[Collected data]
=======

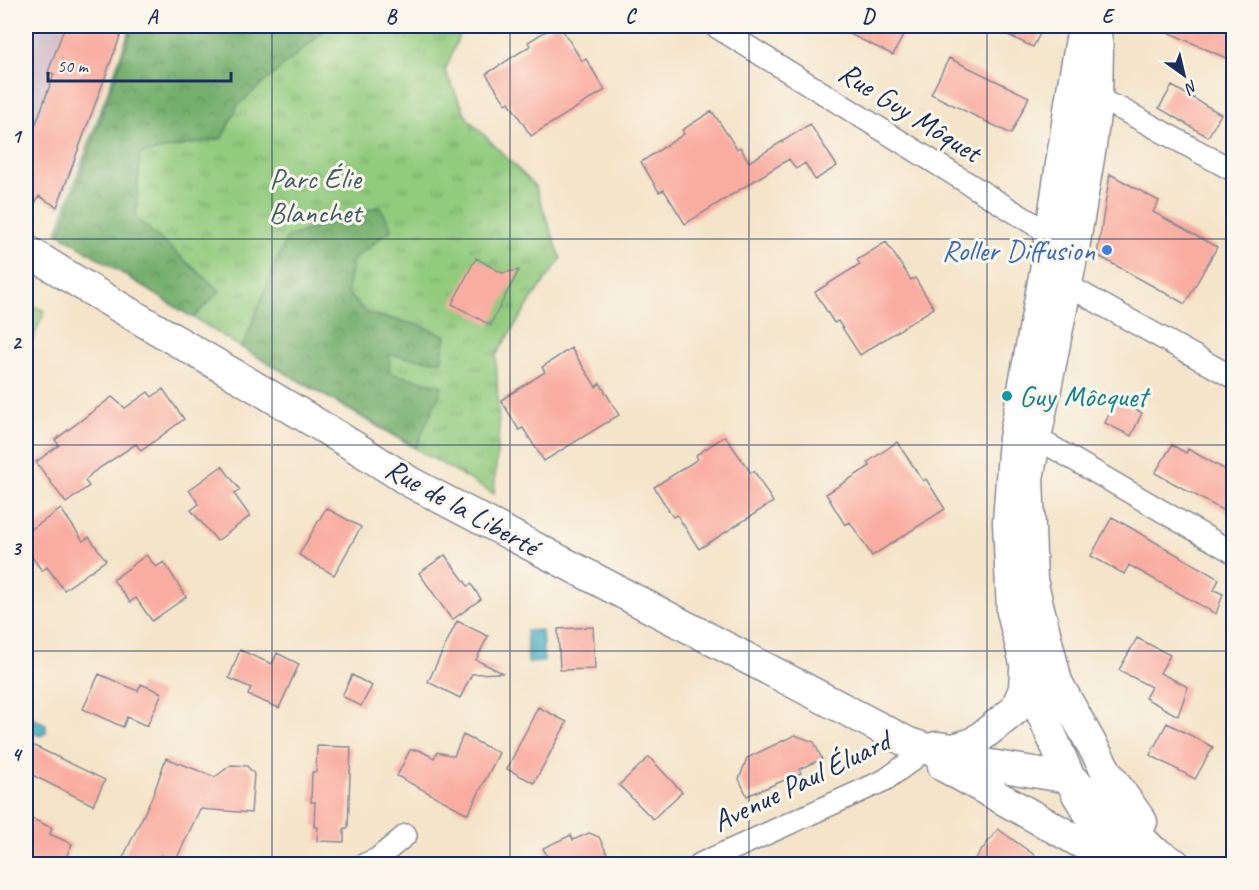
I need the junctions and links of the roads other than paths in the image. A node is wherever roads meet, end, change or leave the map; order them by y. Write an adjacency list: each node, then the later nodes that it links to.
1 (715, 26): 6 (street, Rue Guy Môquet)
2 (1089, 26): 4 (street)
3 (1094, 26): 4 (street)
4 (1084, 94): 5 (street); 6 (street)
5 (1233, 171)
6 (1062, 241): 8 (street)
7 (26, 250): 14 (street, Rue de la Liberté)
8 (1056, 279): 9 (street); 10 (street)
9 (1233, 378)
10 (1025, 438): 11 (street); 12 (street); 13 (street)
11 (1233, 553)
12 (1025, 663): 14 (street, Rue de la Liberté); 15 (street)
13 (1076, 721): 15 (street, Rue de la Liberté); 23 (street)
14 (917, 748): 15 (street, Rue de la Liberté); 16 (street, Rue de la Liberté); 19 (street, Avenue Paul Éluard)
15 (1070, 778): 16 (street, Rue de la Liberté); 21 (street); 22 (street, Rue de la Liberté)
16 (974, 782): 20 (street, Rue de la Liberté)
17 (406, 835): 18 (street)
18 (365, 864)
19 (700, 864)
20 (1120, 864)
21 (1131, 864)
22 (1175, 864)
23 (1180, 864)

=======

▶ [Work order] Repeat the data word for word, excluding any image.

▶ [Output of the exercise]
I need the junctions and links of the roads other than paths in the image. A node is wherever roads meet, end, change or leave the map; order them by y. Write an adjacency list: each node, then the later nodes that it links to.
1 (715, 26): 6 (street, Rue Guy Môquet)
2 (1089, 26): 4 (street)
3 (1094, 26): 4 (street)
4 (1084, 94): 5 (street); 6 (street)
5 (1233, 171)
6 (1062, 241): 8 (street)
7 (26, 250): 14 (street, Rue de la Liberté)
8 (1056, 279): 9 (street); 10 (street)
9 (1233, 378)
10 (1025, 438): 11 (street); 12 (street); 13 (street)
11 (1233, 553)
12 (1025, 663): 14 (street, Rue de la Liberté); 15 (street)
13 (1076, 721): 15 (street, Rue de la Liberté); 23 (street)
14 (917, 748): 15 (street, Rue de la Liberté); 16 (street, Rue de la Liberté); 19 (street, Avenue Paul Éluard)
15 (1070, 778): 16 (street, Rue de la Liberté); 21 (street); 22 (street, Rue de la Liberté)
16 (974, 782): 20 (street, Rue de la Liberté)
17 (406, 835): 18 (street)
18 (365, 864)
19 (700, 864)
20 (1120, 864)
21 (1131, 864)
22 (1175, 864)
23 (1180, 864)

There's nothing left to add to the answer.